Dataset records
::::::::::
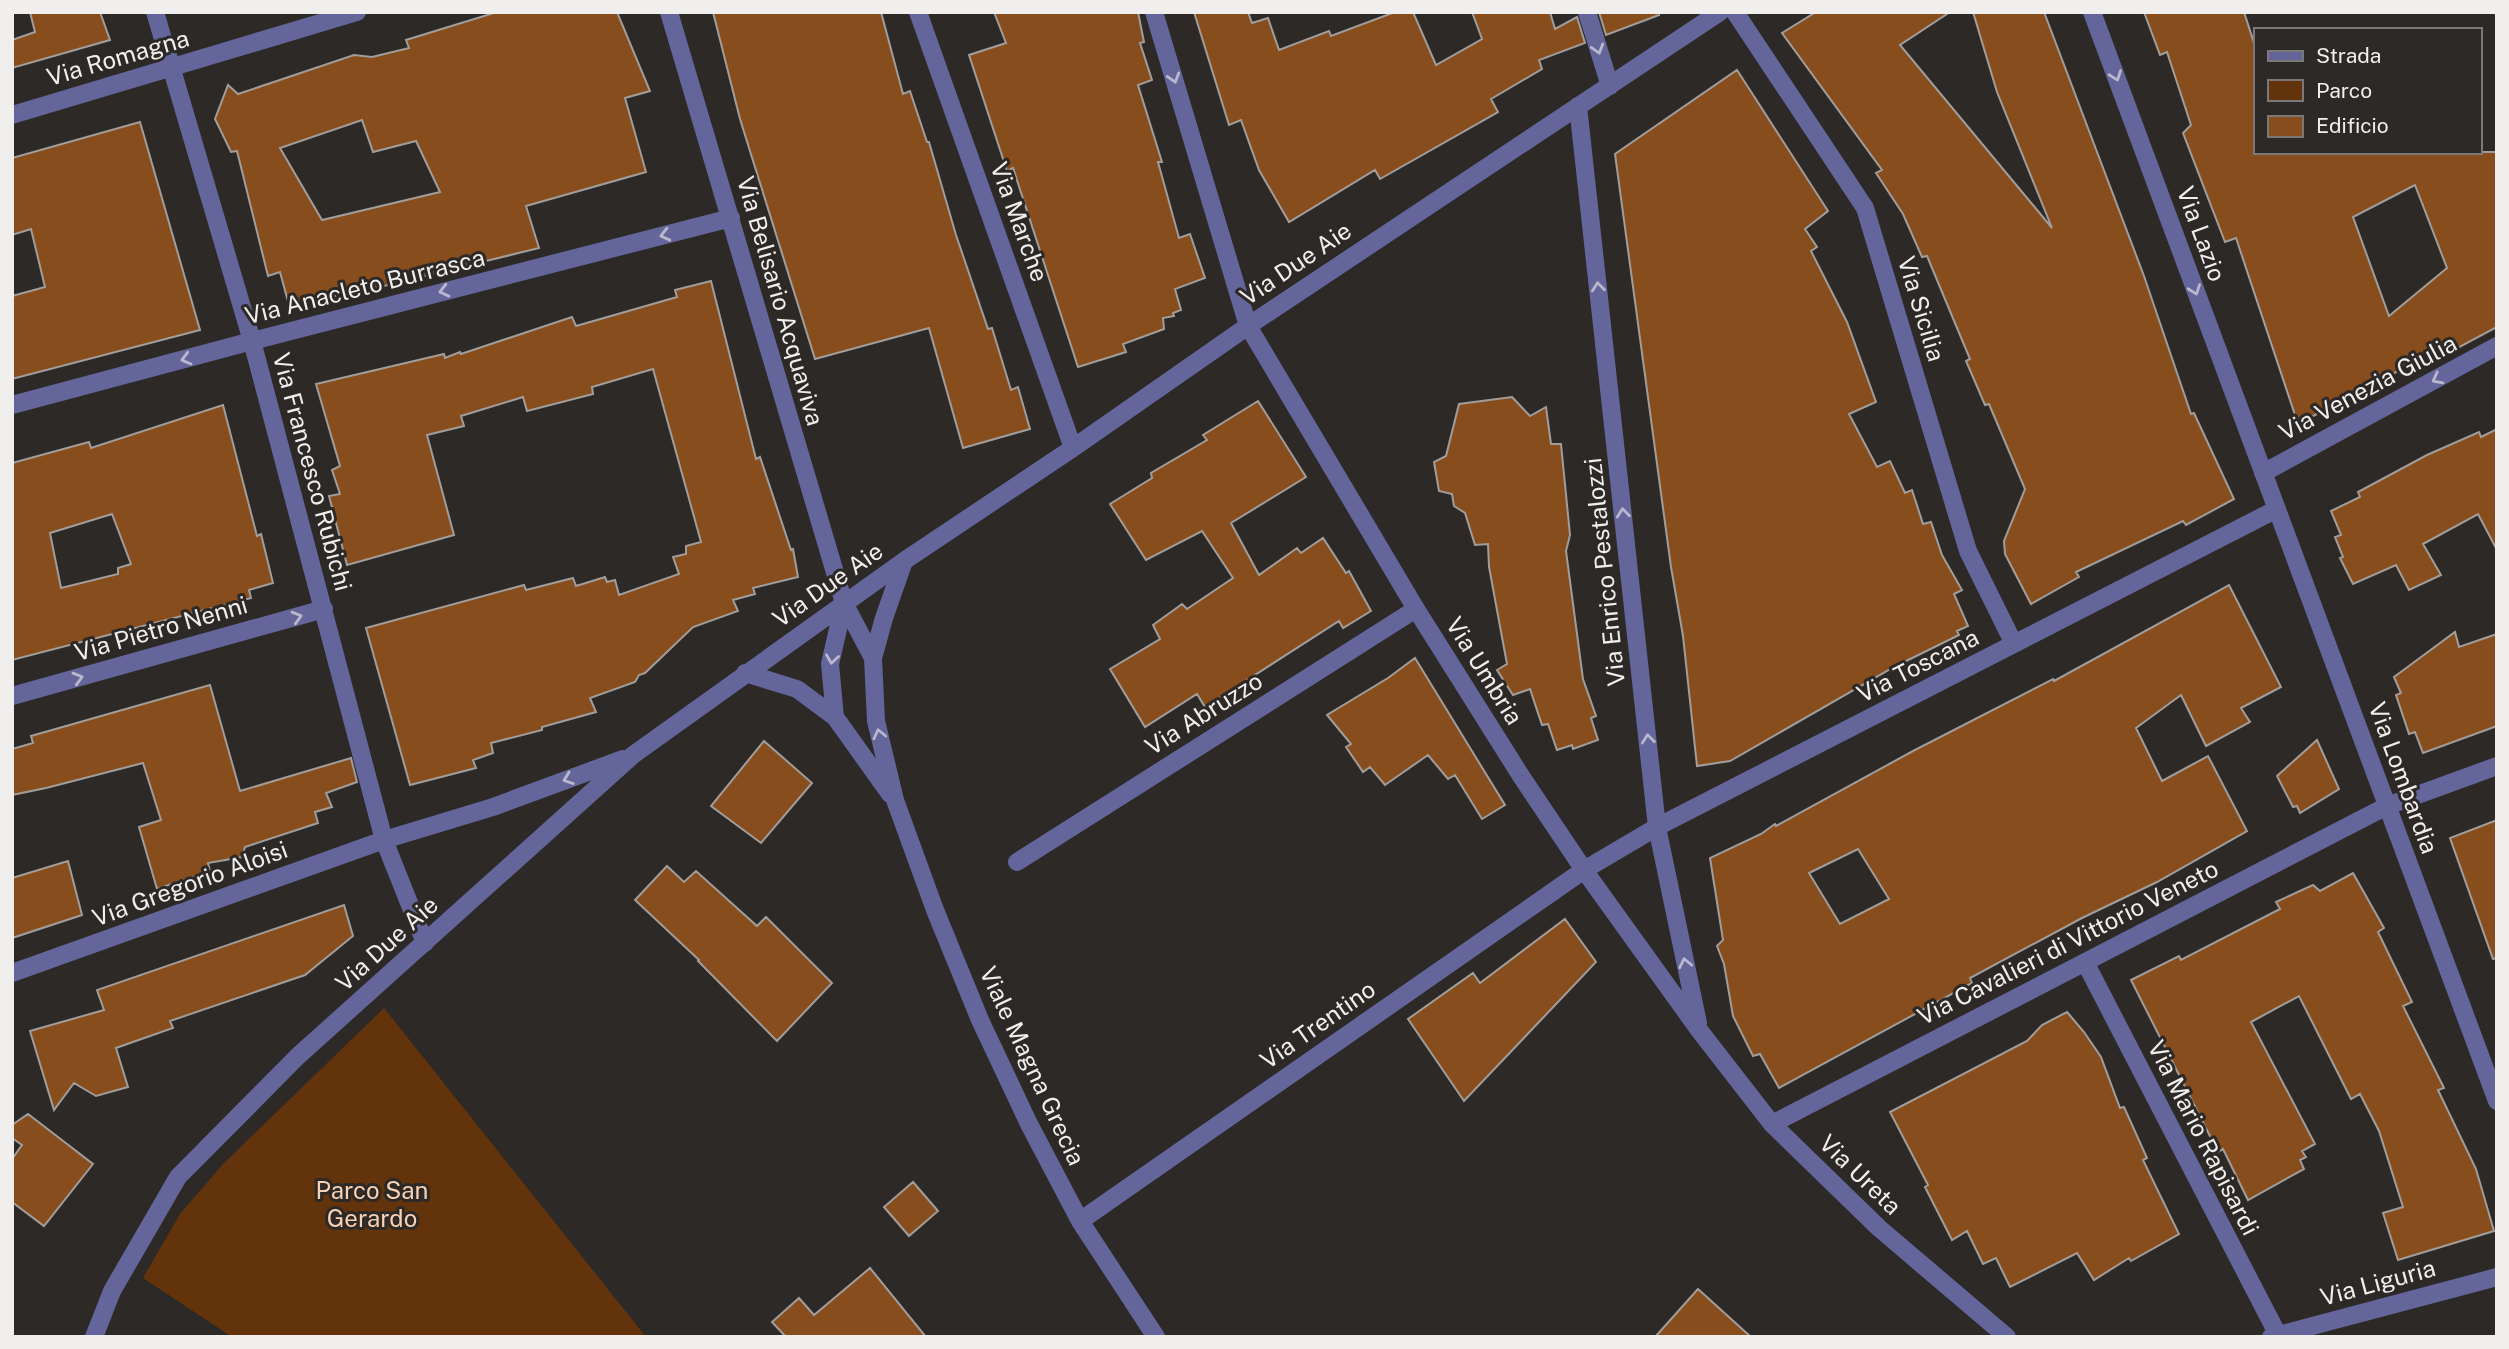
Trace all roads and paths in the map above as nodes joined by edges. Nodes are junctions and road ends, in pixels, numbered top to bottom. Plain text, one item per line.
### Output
1 (155, 12) edge
2 (358, 12) edge
3 (669, 12) edge
4 (918, 12) edge
5 (1154, 12) edge
6 (1587, 12) edge
7 (1720, 12) edge
8 (1735, 12) edge
9 (2092, 12) edge
10 (171, 68) junction
11 (1610, 86) junction
12 (1578, 106) junction
13 (12, 115) edge
14 (731, 218) junction
15 (1248, 326) junction
16 (252, 341) junction
17 (2497, 346) edge
18 (12, 405) edge
19 (1073, 447) junction
20 (2263, 473) junction
21 (2277, 509) junction
22 (905, 561) junction
23 (844, 603) junction
24 (1416, 608) junction
25 (324, 609) junction
26 (2014, 644) junction
27 (873, 658) junction
28 (745, 673) junction
29 (12, 696) edge
30 (835, 717) junction
31 (632, 755) junction
32 (2497, 766) edge
33 (895, 800) junction
34 (2387, 806) junction
35 (1657, 827) junction
36 (384, 840) junction
37 (1017, 862) dead end
38 (1584, 870) junction
39 (425, 943) junction
40 (2085, 962) junction
41 (12, 973) edge
42 (1699, 1030) junction
43 (2497, 1101) edge
44 (1772, 1125) junction
45 (1080, 1221) junction
46 (2497, 1277) edge
47 (2274, 1336) edge
48 (94, 1337) edge
49 (1156, 1337) edge
50 (2007, 1337) edge

1 - 10 street, Via Francesco Rubichi
2 - 10 street, Via Romagna
3 - 14 street, Via Belisario Acquaviva
4 - 19 street, Via Marche
5 -> 15 street, Via Umbria
6 -> 11 street
7 - 11 street, Via Due Aie
8 - 26 street, Via Sicilia
9 -> 20 street, Via Lazio
10 - 13 street, Via Romagna
10 - 16 street, Via Francesco Rubichi
11 - 12 street, Via Due Aie
12 - 15 street, Via Due Aie
35 -> 12 street, Via Enrico Pestalozzi
14 -> 16 street, Via Anacleto Burrasca
14 - 23 street, Via Belisario Acquaviva
15 - 19 street, Via Due Aie
15 - 24 street, Via Umbria
16 -> 18 street, Via Anacleto Burrasca
16 - 25 street, Via Francesco Rubichi
17 -> 20 street, Via Venezia Giulia
19 - 22 street, Via Due Aie
20 - 21 street, Via Lombardia
21 - 26 street, Via Toscana
21 - 34 street, Via Lombardia
22 - 23 street, Via Due Aie
22 - 27 street, Viale Magna Grecia
23 - 27 street, Viale Magna Grecia
23 - 28 street, Via Due Aie
23 -> 30 street
24 - 37 street, Via Abruzzo
24 - 38 street, Via Umbria
29 -> 25 street, Via Pietro Nenni
25 - 36 street, Via Francesco Rubichi
26 - 35 street, Via Toscana
33 -> 27 street, Viale Magna Grecia
28 - 30 street, Viale Magna Grecia
28 - 31 street, Via Due Aie
30 - 33 street, Viale Magna Grecia
31 -> 36 street, Via Gregorio Aloisi
31 - 39 street, Via Due Aie
32 - 34 street, Via Cavalieri di Vittorio Veneto
33 - 45 street, Viale Magna Grecia
34 - 40 street, Via Cavalieri di Vittorio Veneto
34 - 43 street, Via Lombardia
35 - 38 street, Via Toscana
42 -> 35 street, Via Enrico Pestalozzi
36 - 39 street, Via Francesco Rubichi
36 - 41 street, Via Gregorio Aloisi
38 - 42 street, Via Umbria
38 - 45 street, Via Trentino
39 - 48 street, Via Due Aie
40 - 44 street, Via Cavalieri di Vittorio Veneto
40 - 47 street, Via Mario Rapisardi
42 - 44 street, Via Ureta
44 - 50 street, Via Ureta
45 - 49 street, Viale Magna Grecia
46 - 47 street, Via Liguria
::::::::::
EXERCISE DESCRIPTION: Pick out the lines above containing the word "Pestalozzi", then copy them.

ANSWER TO THIS EXERCISE:
35 -> 12 street, Via Enrico Pestalozzi
42 -> 35 street, Via Enrico Pestalozzi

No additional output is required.